Grand fracas au réfectoire ! Notre vieux casier à bouteilles, après des années de bons et loyaux services, vient de rendre le dernier soupir, laissant notre pauvre Sœur, qui terminait tranquillement de mettre le couvert, les pieds dans l’eau, entourée de bris de verre, l’anse devenue inutile à la main, plutôt déconcertée d’avoir mis en œuvre, de façon fort involontaire, les mystérieuses paroles du Livre des Juges : « Ils sonnèrent du cor et brisèrent les cruches qu’ils tenaient à la main » Jg 7,19
Nous qui étions si fières d’avoir été bien en avance sur l’Encyclique du Pape François «Laudato Si» en réutilisant depuis des années nos bouteilles d’eau en verre !
Les dégâts réparés, la vie reprend, mais le manque de cet objet, apparemment si banal, se fait bientôt sentir. Voilà que l’absence de notre casier en plastique vient nous interroger… Avons-nous tenue pour acquise sa durabilité sans faille et avons-nous arrêté d’en prendre soin ? Avons-nous été attentives à déceler ses fissures et les signes avant-coureurs de sa rupture ? Avons-nous su apprécier son utilité au quotidien et en rendre grâce ?
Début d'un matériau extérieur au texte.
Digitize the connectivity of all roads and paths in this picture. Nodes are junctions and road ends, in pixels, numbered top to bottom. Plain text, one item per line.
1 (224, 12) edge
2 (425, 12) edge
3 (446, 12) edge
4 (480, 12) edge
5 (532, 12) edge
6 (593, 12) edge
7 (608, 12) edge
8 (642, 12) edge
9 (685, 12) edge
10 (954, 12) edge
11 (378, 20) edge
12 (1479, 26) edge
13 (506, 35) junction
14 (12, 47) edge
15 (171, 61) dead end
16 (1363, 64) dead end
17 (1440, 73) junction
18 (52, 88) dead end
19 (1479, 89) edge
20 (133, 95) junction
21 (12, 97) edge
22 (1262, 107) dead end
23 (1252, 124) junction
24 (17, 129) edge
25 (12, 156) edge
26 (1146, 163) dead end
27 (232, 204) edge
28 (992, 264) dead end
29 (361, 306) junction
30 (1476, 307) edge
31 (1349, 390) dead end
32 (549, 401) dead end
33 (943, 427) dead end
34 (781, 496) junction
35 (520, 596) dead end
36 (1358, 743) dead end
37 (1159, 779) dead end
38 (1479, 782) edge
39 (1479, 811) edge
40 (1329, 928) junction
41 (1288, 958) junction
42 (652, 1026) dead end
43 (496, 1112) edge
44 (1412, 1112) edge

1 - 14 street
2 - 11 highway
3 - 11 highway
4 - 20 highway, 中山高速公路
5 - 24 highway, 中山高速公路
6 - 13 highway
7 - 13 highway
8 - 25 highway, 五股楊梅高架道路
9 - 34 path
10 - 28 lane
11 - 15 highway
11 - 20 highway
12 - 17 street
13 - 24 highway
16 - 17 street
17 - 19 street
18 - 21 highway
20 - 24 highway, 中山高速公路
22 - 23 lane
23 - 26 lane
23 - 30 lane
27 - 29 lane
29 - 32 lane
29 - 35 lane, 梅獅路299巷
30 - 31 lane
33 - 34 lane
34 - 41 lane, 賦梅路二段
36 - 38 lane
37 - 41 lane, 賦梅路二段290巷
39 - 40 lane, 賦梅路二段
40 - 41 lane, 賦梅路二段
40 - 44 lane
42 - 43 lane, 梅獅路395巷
Plus largement, comme le prophète qui « ne brise pas le roseau froissé et n’éteint pas la mèche qui faiblit », (Isaíe 42,3) qu’en est-il de notre sensibilité à ce, et surtout à CEUX qui nous entourent ? Savons-nous encore voir les services rendus au quotidien, dans la discrétion, et les remercier ? Savons-nous encore observer les signes de lassitude, écouter les paroles de détresse, prévenir les découragements de ceux qui nous sont proches ? Nous réjouissons-nous de leurs talents et de leurs joies ? Voilà un beau chemin de conversion pour ce temps de Carême…
Jésus dans l’Évangile sait poser sur les autres ce regard qui discerne leur grandeur dans la faiblesse, leur fragilité dans la force.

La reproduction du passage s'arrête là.